ANIMA DI VETRO - Terminate le riprese
dell'opera prima di Fabio Schifino
Si sono concluse le riprese di
ANIMA DI VETRO scritto e diretto da Fabio Schifino (My Dolly) e prodotto da Noctua.film.
Il film si avvale della fotografia di Simone Sadocco, delle scene e dei costumi di Marianna Sciveres e delle musiche di Maurizio Ponziani e vanta un cast composto da Angelo Orlando (Pensavo fosse amore… invece era un calesse, Umami-Il quinto sapore, Il Dio dell’amore), Antonella Ponziani (Caramelle da uno sconosciuto, Umami-Il quinto sapore, Sei fratelli), Alessandro Haber (Willy Signori e vengo da lontano, Le rose del deserto, 50Km all’ora, Il principe della follia), Sofia D’Elia (Di niente e di nessuno, Tre ciotole), Sabrina Caroline Ruggero, Marcello Fonte (Dogman, Aspromonte-La terra degli ultimi, Il sesso degli angeli), Romano Talevi (Il Regno, Bassifondi, History of Lucrezia), Alessia Santini (La Grazia, Fuori), Laura Matassa (Laila, The paraseekers origins) e Joseph Ienco (My last best friend, The Greek job).
Ivo lavora in una fabbrica di vetro dove Marghit, la ragazza di cui è innamorato, muore in un incendio doloso che ha distrugge lo stabilimento.
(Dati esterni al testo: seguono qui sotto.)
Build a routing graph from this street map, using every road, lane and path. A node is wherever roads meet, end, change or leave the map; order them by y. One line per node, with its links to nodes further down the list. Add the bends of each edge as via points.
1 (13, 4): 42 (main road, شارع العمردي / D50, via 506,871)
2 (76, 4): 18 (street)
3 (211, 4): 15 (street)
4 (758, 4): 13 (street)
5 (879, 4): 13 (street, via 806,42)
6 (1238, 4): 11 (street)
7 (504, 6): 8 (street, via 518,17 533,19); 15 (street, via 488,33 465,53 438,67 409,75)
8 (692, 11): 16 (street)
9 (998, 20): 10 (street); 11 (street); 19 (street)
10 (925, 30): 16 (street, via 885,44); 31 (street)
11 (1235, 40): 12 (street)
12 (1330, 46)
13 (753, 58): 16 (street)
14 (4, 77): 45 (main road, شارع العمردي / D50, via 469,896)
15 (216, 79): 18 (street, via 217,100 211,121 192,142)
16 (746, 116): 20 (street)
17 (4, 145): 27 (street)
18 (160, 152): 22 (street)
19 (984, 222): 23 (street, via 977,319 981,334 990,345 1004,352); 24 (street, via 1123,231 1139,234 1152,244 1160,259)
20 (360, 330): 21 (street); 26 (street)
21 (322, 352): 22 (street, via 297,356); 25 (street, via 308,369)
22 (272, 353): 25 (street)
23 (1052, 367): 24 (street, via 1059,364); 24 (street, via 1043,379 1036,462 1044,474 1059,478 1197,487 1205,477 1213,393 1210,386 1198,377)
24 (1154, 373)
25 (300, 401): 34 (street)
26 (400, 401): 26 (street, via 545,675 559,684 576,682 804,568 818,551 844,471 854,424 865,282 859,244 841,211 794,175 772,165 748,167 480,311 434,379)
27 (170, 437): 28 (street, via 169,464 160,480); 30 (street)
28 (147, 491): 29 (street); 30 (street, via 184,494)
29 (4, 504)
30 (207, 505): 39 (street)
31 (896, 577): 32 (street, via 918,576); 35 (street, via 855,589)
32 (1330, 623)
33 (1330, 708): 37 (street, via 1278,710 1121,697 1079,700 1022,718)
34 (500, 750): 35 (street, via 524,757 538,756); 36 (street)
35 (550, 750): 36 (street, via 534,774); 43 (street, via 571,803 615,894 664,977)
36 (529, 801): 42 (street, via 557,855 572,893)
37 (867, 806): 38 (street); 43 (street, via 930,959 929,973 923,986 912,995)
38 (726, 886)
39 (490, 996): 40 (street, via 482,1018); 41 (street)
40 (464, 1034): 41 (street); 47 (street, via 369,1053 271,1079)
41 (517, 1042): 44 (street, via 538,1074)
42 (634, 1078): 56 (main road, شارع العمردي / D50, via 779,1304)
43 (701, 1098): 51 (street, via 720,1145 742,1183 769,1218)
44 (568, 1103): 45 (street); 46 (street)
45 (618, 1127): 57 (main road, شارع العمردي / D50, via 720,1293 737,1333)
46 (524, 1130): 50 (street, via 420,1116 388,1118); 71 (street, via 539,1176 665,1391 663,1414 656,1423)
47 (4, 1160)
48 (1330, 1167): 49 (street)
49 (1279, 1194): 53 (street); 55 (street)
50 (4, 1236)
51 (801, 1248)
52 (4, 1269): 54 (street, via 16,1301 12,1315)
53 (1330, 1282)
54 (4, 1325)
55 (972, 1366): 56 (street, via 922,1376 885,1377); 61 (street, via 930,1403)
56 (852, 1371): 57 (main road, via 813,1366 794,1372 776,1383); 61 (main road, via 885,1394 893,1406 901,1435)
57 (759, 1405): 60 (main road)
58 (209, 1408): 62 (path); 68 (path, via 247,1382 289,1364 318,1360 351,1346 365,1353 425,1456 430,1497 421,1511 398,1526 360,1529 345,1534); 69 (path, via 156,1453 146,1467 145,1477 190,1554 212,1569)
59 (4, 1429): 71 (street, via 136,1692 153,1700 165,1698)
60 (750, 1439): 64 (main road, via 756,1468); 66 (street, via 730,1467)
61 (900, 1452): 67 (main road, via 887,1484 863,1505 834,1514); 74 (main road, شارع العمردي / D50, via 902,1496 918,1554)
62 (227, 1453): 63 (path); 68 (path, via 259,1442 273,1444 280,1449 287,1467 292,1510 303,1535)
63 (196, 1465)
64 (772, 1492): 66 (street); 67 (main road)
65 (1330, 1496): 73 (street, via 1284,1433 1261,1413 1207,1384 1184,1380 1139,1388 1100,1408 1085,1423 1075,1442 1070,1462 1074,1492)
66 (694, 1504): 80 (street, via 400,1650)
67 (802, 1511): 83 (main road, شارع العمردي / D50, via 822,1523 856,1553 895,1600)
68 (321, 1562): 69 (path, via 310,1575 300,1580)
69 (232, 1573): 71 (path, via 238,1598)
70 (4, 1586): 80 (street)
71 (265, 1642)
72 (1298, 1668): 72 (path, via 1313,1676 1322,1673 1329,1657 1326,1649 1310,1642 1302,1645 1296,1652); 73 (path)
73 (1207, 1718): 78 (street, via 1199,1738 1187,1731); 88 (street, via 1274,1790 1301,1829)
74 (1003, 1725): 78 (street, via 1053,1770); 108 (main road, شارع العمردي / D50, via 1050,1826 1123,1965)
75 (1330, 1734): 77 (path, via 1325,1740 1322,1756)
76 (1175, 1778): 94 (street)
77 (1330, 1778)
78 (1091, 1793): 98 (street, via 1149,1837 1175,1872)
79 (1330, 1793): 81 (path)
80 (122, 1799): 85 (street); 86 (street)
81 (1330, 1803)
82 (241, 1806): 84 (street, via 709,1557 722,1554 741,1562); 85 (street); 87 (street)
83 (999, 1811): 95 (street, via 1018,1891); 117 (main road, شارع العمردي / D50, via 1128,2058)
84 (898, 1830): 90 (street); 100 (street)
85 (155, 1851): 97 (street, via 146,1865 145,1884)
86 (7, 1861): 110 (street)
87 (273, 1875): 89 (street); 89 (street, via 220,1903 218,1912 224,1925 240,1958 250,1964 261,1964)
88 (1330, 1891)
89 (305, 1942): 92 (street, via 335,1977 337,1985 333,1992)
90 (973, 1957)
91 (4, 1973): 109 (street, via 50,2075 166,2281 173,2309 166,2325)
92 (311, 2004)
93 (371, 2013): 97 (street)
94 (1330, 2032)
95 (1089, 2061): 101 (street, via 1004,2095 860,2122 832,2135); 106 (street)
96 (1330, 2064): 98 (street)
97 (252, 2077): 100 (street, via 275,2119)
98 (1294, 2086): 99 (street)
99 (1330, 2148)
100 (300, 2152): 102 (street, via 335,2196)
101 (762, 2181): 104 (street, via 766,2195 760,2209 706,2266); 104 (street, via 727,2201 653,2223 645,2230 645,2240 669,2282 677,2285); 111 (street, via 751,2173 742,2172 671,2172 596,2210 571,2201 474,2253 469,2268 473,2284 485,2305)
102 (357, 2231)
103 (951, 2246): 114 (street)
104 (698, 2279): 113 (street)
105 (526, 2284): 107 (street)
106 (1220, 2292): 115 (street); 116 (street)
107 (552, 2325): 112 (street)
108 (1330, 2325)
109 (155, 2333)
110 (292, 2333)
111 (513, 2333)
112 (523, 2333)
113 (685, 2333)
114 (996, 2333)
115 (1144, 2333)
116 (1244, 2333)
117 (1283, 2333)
Una sera, mentre guarda la TV, vede un servizio sulle ragazze migranti: alcune sono state trovate morte sulla riva del fiume, mentre altre sono costrette a lavorare per dei criminali. Tra tutte nota in particolare una ragazzina di nome Amina.
Ivo ora vive in uno stato a metà tra realtà e sogno, consumato dal dolore per la perdita di Marghit e dalle immagini che ha visto. Una notte, lungo il fiume, vede Amina con un'altra ragazza, Sophia, anch'essa vittima di crudeltà. In preda al dolore e alla confusione mentale, Ivo si reca nel locale di Christopher, che è il responsabile dello sfruttamento di queste ragazze. In uno stato onirico, Ivo vede la povera Amina tra loro, confondendo così il confine tra realtà e immaginazione. Nello stesso locale incontra Lilith, una donna che aveva amato in passato. Lilith è innamorata di Christopher, ma anche lei è stata sfruttata e poi messa da parte da lui. Christopher e Lilith saranno la chiave per una giustizia epica e Ivo riuscirà finalmente a fare i conti con il passato.
Racconta il regista: “Anima di Vetro è il racconto di una frattura. Ivo Molelli lascia Roma per raggiungere la Svizzera, dove trova lavoro in una fabbrica di vetro. È un uomo schivo, incapace di comunicare i propri sentimenti, quasi sospeso in una dimensione emotiva congelata. Cerca una nuova possibilità, un luogo dove il silenzio possa diventare una forma di appartenenza. La fabbrica rappresenta per lui non soltanto un lavoro, ma una metafora dell'esistenza: il vetro nasce dal fuoco, si modella attraverso la pressione, può assumere forme meravigliose ma resta fragile, pronto a spezzarsi. L'incontro con l'amore sembra incrinare la corazza che lo protegge dal mondo. Tuttavia, un episodio di violenza lo priva improvvisamente di questa possibilità e segna l'inizio della sua trasformazione. Da uomo mite diventa una presenza oscura, un individuo che attraversa la vita come un corpo estraneo, trascinando con sé il peso dei ricordi. Il film esplora il confine sottile tra memoria e identità. Come il vetro lavorato nella fornace, anche i ricordi vengono fusi, deformati e ricomposti. Le immagini delle giovani donne che appaiono attraverso il televisore non sono soltanto presenze reali o immaginarie: sono frammenti della coscienza di Ivo, riflessi della sua incapacità di trattenere ciò che ama, schegge di un passato che continua a riaffiorare.”